Com base na capacidade dos objetos de desempenhar uma função, alguns sistemas de princípios budistas afirmam que o que realmente estabelece que algo é verdadeiramente uma mesa é o fato de ela desempenhar a função de mesa. Mas aquilo a que a palavra "mesa" se refere pode executar mais de uma função e muitos tipos de objetos diferentes podem executar o que é chamado de "a função de uma mesa".

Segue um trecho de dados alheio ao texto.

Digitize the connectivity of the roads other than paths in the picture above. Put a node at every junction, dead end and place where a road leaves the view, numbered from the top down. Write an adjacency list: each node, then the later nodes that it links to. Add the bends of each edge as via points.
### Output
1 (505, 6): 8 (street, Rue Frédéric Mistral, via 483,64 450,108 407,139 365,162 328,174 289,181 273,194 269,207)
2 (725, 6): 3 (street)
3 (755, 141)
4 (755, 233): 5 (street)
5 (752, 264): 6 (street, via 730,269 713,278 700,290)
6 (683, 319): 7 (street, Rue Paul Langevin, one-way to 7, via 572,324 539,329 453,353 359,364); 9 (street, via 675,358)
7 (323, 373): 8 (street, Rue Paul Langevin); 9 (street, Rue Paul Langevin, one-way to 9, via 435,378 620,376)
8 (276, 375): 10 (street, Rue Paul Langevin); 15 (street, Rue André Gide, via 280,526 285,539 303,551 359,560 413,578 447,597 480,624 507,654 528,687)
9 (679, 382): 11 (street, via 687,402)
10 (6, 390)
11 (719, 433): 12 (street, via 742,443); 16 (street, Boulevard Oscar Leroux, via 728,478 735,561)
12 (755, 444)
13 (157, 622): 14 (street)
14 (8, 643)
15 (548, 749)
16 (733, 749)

A capacidade de realizar uma função pode ser encontrada no objeto? Novamente, a Prasangika diz "não". Até mesmo a função de uma mesa só pode ser estabelecida como existente mera e exclusivamente como aquilo a que o conceito e a expressão “função de uma mesa” convencionalmente se referem quando mentalmente rotulados e designados no objeto.     

Em relação ao nosso exemplo, desta mesa, ela está fazendo muitas coisas. Ela está sustentando o copo, a jarra d'água, o gravador e a toalha de mesa. Ela está adornando a sala e fazendo-a parecer bonita. Ela está desempenhando a função de fornecer um fundo para as flores à sua frente. Também está criando uma sombra. Claramente, ela está fazendo muitas coisas diferentes. Essas funções estão encapsuladas em plástico como coisas que podem ser encontradas em algum lugar neste objeto, como cores separadas encapsuladas em plástico e de alguma forma encontráveis existindo no espectro de luz? Não. Por outro lado, é apenas um objeto em branco que podemos rotular mentalmente como tendo uma função e então ele desempenhará essa função? Não, este objeto não está mantendo os ladrões longe de nossa casa ou impedindo que o céu caia, por exemplo. Não podemos simplesmente rotular mentalmente qualquer função nele.    

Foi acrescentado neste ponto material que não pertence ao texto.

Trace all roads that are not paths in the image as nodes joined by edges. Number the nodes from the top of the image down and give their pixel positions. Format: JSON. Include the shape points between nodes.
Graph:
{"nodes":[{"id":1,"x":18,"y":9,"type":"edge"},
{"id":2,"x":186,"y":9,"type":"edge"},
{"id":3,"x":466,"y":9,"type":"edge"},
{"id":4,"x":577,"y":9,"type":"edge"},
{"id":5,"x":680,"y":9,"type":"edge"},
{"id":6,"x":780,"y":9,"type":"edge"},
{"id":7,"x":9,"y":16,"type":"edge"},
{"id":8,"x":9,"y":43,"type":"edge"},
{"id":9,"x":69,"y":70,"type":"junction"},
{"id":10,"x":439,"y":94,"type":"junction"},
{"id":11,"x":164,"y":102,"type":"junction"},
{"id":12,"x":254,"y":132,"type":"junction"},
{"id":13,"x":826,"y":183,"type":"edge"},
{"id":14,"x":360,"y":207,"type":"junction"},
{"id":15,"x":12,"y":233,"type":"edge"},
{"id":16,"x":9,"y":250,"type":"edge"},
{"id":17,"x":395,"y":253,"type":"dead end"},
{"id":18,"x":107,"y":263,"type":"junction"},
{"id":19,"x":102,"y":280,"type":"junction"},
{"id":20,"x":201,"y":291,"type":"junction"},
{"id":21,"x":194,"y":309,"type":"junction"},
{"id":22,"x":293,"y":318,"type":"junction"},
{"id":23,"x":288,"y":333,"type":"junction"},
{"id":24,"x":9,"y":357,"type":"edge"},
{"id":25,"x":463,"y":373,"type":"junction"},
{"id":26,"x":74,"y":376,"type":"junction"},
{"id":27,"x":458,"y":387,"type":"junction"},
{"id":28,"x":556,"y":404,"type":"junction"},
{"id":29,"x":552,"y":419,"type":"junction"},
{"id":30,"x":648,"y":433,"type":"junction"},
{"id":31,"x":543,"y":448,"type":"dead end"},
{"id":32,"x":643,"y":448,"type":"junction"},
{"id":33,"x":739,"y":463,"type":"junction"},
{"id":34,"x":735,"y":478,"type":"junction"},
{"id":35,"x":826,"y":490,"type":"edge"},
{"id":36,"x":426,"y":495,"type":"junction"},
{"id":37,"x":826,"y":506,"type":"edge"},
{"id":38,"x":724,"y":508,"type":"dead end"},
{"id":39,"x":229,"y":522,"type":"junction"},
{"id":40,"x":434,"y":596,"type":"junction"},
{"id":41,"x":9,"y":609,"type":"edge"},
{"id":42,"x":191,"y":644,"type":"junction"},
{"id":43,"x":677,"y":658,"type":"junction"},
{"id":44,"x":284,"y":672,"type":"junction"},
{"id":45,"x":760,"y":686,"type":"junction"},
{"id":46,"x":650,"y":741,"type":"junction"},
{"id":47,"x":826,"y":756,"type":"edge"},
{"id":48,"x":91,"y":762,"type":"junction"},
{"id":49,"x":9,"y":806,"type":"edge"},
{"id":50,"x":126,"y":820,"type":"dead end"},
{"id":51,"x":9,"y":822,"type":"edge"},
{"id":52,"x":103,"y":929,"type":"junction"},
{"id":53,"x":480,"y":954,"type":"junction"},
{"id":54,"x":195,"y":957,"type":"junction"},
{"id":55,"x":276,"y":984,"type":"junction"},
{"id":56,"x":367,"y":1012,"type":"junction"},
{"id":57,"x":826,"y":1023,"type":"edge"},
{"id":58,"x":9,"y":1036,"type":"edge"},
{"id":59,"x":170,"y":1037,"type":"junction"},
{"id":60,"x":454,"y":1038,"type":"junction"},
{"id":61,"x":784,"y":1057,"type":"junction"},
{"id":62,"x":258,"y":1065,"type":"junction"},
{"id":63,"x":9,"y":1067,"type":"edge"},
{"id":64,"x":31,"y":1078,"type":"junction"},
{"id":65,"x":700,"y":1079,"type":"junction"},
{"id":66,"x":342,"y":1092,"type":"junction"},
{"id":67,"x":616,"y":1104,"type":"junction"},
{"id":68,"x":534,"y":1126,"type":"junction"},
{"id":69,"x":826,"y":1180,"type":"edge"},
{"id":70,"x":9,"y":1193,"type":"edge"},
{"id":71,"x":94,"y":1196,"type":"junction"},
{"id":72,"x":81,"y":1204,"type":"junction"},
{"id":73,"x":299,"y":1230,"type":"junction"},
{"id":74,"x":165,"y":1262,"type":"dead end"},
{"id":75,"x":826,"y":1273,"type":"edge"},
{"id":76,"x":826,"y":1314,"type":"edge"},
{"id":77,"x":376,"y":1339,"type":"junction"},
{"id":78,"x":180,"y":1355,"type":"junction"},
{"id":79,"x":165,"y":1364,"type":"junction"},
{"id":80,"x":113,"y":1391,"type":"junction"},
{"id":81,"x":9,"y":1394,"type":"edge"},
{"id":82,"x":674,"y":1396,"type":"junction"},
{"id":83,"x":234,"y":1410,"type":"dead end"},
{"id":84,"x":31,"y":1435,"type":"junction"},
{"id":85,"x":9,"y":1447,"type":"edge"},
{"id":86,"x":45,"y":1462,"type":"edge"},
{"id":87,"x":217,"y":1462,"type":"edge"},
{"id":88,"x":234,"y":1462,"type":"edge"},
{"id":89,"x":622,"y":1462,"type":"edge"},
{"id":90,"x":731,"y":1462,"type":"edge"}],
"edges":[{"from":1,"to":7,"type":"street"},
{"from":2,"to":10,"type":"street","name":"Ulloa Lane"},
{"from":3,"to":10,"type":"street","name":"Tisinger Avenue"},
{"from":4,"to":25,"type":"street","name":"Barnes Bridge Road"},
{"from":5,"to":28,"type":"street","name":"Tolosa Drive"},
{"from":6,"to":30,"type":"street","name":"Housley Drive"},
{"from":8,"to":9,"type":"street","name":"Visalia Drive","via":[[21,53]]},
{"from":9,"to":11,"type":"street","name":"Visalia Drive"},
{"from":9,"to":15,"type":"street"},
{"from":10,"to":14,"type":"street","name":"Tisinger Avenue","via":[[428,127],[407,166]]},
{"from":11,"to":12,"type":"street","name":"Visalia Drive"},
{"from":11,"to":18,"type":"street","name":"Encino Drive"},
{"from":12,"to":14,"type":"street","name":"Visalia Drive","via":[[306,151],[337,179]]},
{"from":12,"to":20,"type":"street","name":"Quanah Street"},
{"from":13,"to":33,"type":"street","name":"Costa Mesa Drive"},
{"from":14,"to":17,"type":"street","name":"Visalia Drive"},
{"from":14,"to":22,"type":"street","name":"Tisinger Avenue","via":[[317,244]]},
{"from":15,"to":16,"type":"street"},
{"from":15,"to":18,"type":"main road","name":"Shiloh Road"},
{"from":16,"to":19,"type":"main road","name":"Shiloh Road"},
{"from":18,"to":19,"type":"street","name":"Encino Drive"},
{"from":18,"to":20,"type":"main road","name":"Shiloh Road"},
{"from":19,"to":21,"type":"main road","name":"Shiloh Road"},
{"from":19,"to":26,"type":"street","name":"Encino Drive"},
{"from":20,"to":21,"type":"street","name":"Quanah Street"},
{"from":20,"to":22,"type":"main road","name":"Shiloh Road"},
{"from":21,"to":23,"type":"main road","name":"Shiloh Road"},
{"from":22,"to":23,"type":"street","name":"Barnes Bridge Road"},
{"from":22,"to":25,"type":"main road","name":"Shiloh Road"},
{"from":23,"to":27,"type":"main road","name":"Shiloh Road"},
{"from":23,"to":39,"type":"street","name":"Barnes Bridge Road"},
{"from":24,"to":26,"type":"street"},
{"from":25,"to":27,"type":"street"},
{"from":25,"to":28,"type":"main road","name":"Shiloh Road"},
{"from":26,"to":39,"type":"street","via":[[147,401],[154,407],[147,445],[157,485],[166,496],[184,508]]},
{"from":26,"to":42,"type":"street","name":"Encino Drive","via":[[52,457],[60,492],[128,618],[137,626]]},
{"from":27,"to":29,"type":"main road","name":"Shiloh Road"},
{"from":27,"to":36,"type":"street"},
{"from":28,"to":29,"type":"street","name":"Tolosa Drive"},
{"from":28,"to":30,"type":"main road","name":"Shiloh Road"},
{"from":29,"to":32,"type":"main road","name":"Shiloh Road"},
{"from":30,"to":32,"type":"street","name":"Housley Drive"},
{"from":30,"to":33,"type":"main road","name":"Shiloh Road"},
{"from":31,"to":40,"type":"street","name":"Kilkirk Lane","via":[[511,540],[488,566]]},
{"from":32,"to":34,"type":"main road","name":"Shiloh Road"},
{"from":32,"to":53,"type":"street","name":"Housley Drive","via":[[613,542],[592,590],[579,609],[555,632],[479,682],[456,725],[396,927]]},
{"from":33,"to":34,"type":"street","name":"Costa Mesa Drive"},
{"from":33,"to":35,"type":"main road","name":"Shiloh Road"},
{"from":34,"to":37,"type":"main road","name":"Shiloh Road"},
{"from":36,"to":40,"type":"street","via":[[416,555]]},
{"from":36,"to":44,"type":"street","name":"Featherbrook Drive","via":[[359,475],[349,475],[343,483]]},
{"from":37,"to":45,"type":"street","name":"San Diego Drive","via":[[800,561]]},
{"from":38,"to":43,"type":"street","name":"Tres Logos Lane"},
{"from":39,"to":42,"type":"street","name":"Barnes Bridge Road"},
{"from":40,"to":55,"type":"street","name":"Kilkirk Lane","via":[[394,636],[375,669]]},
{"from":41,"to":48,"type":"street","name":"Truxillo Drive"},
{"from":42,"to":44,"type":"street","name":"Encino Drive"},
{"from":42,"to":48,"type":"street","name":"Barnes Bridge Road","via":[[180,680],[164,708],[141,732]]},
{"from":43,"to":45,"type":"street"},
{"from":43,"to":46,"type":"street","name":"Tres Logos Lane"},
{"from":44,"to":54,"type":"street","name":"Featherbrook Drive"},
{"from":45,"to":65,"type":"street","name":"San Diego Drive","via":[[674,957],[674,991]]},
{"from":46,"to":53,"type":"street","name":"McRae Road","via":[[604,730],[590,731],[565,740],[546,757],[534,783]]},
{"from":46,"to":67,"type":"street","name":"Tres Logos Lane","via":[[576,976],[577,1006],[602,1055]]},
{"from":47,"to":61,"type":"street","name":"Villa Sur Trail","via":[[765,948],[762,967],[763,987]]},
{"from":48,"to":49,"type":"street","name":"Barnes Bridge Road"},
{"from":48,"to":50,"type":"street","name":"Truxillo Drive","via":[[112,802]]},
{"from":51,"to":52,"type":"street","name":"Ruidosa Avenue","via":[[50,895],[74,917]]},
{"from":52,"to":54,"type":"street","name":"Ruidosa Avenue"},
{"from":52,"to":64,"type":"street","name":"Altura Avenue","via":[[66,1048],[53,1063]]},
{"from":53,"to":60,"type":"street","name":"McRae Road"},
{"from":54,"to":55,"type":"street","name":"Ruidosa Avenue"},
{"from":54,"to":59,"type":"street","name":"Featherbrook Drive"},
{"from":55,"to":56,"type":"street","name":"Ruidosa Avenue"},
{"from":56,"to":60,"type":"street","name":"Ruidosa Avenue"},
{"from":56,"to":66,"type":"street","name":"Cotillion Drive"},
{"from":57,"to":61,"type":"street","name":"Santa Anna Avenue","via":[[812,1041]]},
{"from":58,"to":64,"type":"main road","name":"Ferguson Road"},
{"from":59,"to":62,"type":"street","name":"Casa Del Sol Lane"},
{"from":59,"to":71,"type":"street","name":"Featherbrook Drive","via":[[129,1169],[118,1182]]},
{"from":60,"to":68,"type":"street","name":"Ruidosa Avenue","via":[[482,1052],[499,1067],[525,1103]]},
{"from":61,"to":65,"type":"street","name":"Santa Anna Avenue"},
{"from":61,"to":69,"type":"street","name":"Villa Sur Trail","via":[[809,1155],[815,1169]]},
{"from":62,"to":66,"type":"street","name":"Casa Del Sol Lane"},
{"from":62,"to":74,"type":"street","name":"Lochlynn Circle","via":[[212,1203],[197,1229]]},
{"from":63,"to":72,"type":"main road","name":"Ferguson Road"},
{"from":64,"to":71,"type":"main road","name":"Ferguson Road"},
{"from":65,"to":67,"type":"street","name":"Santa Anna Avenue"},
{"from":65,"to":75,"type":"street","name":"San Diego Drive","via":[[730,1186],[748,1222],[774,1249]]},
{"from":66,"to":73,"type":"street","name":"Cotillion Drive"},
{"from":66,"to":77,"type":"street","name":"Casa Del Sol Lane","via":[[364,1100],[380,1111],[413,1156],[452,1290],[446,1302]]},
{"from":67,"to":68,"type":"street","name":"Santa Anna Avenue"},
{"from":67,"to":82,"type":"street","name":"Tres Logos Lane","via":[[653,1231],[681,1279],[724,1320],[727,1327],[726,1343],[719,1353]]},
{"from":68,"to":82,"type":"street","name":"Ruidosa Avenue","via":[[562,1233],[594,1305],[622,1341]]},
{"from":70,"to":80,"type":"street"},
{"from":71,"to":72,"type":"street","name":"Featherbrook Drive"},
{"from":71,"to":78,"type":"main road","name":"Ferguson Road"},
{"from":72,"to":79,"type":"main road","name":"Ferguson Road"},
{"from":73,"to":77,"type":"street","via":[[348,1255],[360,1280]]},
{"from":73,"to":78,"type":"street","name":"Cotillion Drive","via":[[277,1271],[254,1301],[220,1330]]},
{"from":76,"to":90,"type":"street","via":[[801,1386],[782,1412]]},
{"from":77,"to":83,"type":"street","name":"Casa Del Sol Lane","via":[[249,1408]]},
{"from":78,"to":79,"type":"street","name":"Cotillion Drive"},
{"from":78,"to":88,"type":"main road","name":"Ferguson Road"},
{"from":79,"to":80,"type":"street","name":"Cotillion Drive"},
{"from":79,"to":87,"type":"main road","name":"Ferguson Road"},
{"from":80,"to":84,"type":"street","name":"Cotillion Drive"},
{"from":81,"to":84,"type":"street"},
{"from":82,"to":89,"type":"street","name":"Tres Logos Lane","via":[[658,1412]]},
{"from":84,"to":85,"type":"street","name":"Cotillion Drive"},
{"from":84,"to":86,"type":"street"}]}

O que estabelece que este objeto realmente desempenha uma função? Tem que ser uma cognição válida, e isso é estabelecido por parte da mente. O objeto funciona em termos de causa e efeito de acordo com resultados verificáveis. Qualquer pessoa com uma mente sã e válida pode ver que a mesa está segurando um copo, mas não está impedindo que o céu caia. Claramente, você percebe isso. Se movermos este objeto para lá, o céu cai ou não? Não. O céu não cai. O objeto não estava desempenhando essa função.    

A Gelug Prasangika diria que não conseguimos nem mesmo encontrar algo no objeto que estabeleça sua existência como um objeto validamente cognoscível. Se pensarmos que há um revestimento de plástico em torno dele, uma linha imaginária tornando-o uma coisa, um objeto, por si só; se procurarmos, será que conseguiremos encontrar isso? Onde está o limite sólido entre os átomos da mesa e os átomos do ar? Não há uma linha, não é? 

Vamos aplicar isso aos tópicos sobre os quais falamos no espectro das emoções e sentimentos, que são partes de nossos agregados. É possível encontrar em algum lugar dentro do nosso corpo ou mente coisas encapsuladas chamadas de senso de humor, inteligência ou qualquer um desses traços de personalidade ou emoções de que falamos? É como o exemplo das cores. Sua existência como este ou aquele traço de personalidade, ou emoção, só pode ser estabelecida pelo fato de ser meramente aquilo a que nossos conceitos e palavras se referem, com base em momentos de experiência.   

Até mesmo as definições de cada traço de personalidade e emoção são estabelecidas exclusivamente por convenção e rotulagem mental. Por exemplo, diferentes culturas definirão de diferentes formas uma palavra para o que chamamos de “loyalty” em inglês (“lealdade” em português). O Japão, os Estados Unidos e a França medieval têm, ou tinham, conceitos bastante diferentes de lealdade, não é?    

Mesmo dentro de uma mesma cultura, as várias emoções retêm sua individualidade: a raiva não é ganância. Só porque não há linhas divisórias sólidas transformando as coisas em pacotes separados, como bolas de pingue-pongue, não significa que tudo é como uma grande sopa indiferenciada. Elas são coisas individuais; no entanto, não há nada nessas coisas, como um revestimento de plástico, fazendo com que sejam uma coisa.      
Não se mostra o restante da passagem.